* Stored dataset items *
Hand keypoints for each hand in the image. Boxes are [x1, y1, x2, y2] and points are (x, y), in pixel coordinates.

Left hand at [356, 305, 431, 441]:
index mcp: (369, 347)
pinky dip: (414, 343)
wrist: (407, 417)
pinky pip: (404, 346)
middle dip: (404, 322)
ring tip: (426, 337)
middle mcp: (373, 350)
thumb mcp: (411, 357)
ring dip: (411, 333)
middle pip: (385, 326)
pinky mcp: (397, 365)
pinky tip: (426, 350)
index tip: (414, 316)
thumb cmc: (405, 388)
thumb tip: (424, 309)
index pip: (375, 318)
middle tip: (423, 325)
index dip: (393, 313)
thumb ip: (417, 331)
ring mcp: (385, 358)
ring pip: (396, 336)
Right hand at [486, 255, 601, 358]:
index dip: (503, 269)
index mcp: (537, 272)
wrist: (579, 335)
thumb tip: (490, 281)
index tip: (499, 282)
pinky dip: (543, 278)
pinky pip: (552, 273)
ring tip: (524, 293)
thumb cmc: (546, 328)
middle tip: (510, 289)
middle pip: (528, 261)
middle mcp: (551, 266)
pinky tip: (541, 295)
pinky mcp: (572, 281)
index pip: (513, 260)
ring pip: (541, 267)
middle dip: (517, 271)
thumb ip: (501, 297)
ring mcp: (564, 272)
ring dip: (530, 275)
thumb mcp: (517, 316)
...
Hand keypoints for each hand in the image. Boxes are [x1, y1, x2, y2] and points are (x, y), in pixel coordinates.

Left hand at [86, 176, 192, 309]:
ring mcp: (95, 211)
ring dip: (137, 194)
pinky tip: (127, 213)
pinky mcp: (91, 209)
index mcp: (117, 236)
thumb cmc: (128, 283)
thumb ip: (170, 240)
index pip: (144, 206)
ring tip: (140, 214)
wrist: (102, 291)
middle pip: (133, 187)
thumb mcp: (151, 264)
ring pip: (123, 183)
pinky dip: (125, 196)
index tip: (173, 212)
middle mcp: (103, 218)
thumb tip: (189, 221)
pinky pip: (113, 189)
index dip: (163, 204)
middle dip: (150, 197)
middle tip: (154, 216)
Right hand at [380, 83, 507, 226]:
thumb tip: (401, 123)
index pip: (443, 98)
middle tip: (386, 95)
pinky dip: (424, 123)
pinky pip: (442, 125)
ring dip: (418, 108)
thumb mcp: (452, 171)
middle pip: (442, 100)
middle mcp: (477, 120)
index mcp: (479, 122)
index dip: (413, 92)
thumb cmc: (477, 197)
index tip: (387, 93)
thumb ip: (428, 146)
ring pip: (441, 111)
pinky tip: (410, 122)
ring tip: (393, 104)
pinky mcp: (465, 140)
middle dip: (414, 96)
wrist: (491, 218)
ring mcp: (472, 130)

* WORK REQUEST *
Out of the data above, transcribe exactly and only the lines starting with the line that has "pinky tip: (541, 295)" and going on through the line that has "thumb mcp: (517, 316)", both included.

* TASK RESULT *
pinky tip: (541, 295)
pinky mcp: (572, 281)
index pip: (513, 260)
ring pip: (541, 267)
middle dip: (517, 271)
thumb ip: (501, 297)
ring mcp: (564, 272)
ring dip: (530, 275)
thumb mcp: (517, 316)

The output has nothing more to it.